# Rescue Floppy

## Gnux

Bonjour

Comment en fait on une à la fin de l'install?

Paske on sait jamais si ça boote pas ou si ensuite

on a un problème (style coupure de courant et linux

qui démarre plus  :Shocked:  )

Merci  :Very Happy: 

----------

## Leander256

Ton CD d'install sert aussi de CD de secours.
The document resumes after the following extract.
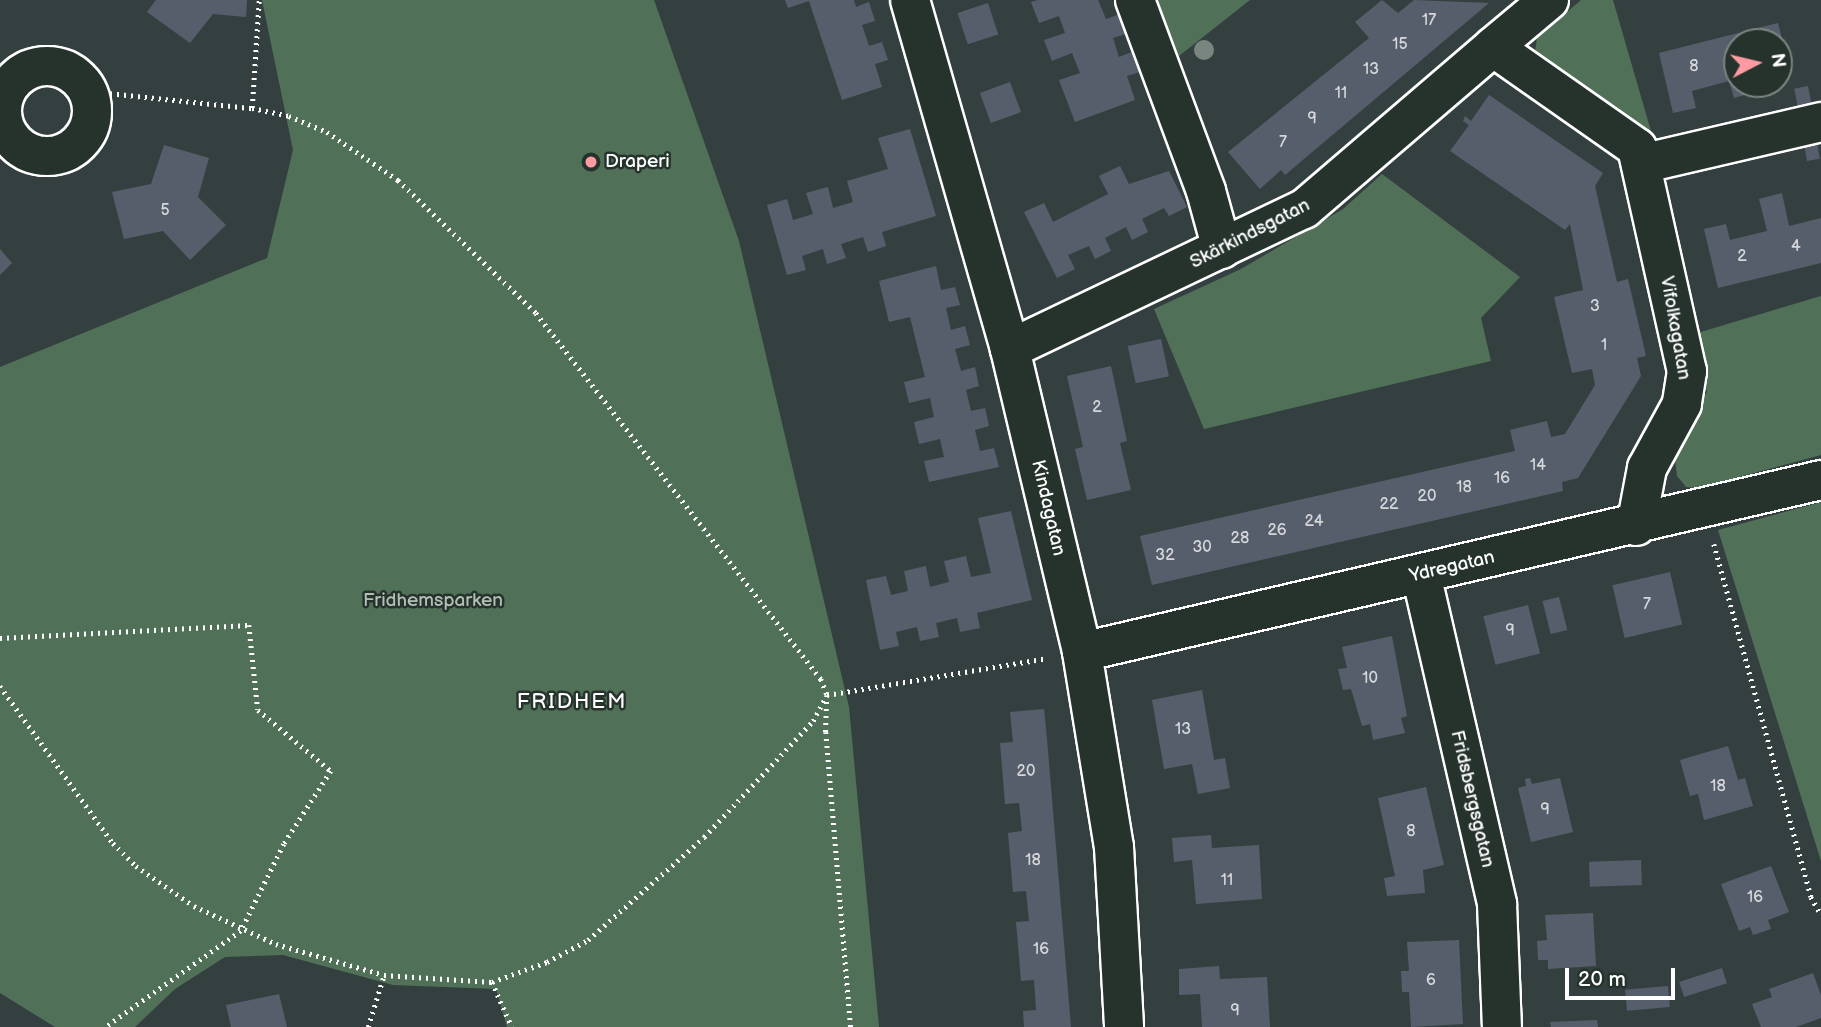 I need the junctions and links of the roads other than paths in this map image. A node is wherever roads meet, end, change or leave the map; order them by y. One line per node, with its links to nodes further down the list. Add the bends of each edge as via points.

Tu refais comme un début d'installation avec mount et chroot, tout simplement.

----------

## yuk159

Et si tu veux creer une tite disquette de boot tout bete, la methode est indique dans la doc d'installation de gentoo  :Wink:  ---> ici

Pour GRUB :

 *Quote:*   

> GRUB Bootdisks
> 
> Code listing 24.1: Création de la disquette de démarrage de GRUB
> 
> # mke2fs /dev/fd0
> ...

 

Et LILO :

 *Quote:*   

> Disquettes de démarrage de LILO 
> 
> Si vous utilisez LILO, vous devriez aussi faire une disquette de démarrage :
> 
> Code listing 24.2: Création d'une disquette de démarrage
> ...

 

----------

## Gnux

Merci beaucoup  :Very Happy: 

----------